• Work request
Leaving out every image, restate all the records word for word.
# # # #
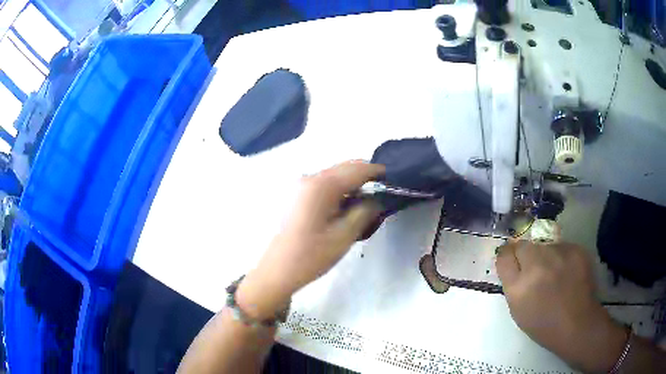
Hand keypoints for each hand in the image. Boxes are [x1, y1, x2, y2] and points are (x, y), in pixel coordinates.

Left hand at [237, 161, 384, 318]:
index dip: (377, 171)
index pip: (356, 170)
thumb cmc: (312, 255)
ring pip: (335, 176)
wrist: (279, 269)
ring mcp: (302, 186)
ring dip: (353, 184)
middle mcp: (310, 178)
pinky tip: (349, 206)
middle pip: (344, 168)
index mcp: (321, 185)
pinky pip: (325, 185)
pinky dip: (341, 190)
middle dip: (365, 176)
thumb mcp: (344, 235)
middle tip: (383, 191)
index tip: (393, 178)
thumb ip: (365, 211)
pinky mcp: (299, 195)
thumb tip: (376, 198)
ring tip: (368, 201)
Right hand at [496, 241, 627, 372]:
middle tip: (534, 267)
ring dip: (545, 255)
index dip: (507, 256)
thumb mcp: (519, 310)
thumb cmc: (544, 324)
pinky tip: (568, 272)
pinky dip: (562, 256)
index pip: (505, 256)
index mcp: (519, 286)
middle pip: (523, 245)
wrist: (578, 324)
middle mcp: (537, 265)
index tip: (512, 260)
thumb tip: (514, 263)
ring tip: (555, 272)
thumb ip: (514, 284)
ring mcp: (558, 254)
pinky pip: (562, 246)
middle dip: (525, 254)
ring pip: (545, 245)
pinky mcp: (575, 249)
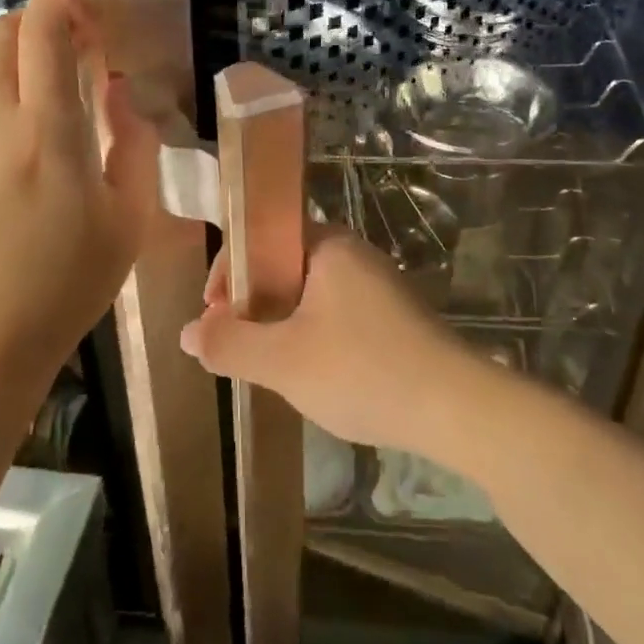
# # # #
• Result below
Hand keypoints for each hand in the image. Boxes are [x1, y1, x2, y2] and points are (x, y), in pixel coordinates.

Left hand at [237, 161, 384, 318]:
index dip: (377, 171)
index pip: (356, 170)
thumb cmc: (312, 255)
ring pip: (335, 176)
wrist: (279, 269)
ring mcp: (302, 186)
ring dip: (353, 184)
middle mcp: (310, 178)
pinky tip: (349, 206)
middle pip: (344, 168)
index mcp: (321, 185)
pinky pip: (325, 185)
pinky dip: (341, 190)
middle dip: (365, 176)
thumb mcp: (344, 235)
middle tip: (383, 191)
index tip: (393, 178)
thumb ip: (365, 211)
pinky mcp: (299, 195)
thumb tip: (376, 198)
ring tip: (368, 201)
Right hand at [496, 241, 627, 372]:
middle tip: (534, 267)
ring dip: (545, 255)
index dip: (507, 256)
thumb mcp: (519, 310)
thumb cmc: (544, 324)
pinky tip: (568, 272)
pinky dip: (562, 256)
index pip: (505, 256)
index mcp: (519, 286)
middle pip: (523, 245)
wrist: (578, 324)
middle mcp: (537, 265)
index tip: (512, 260)
thumb tip: (514, 263)
ring tip: (555, 272)
thumb ip: (514, 284)
ring mcp: (558, 254)
pinky pip: (562, 246)
middle dip: (525, 254)
ring pip: (545, 245)
pinky mcp: (575, 249)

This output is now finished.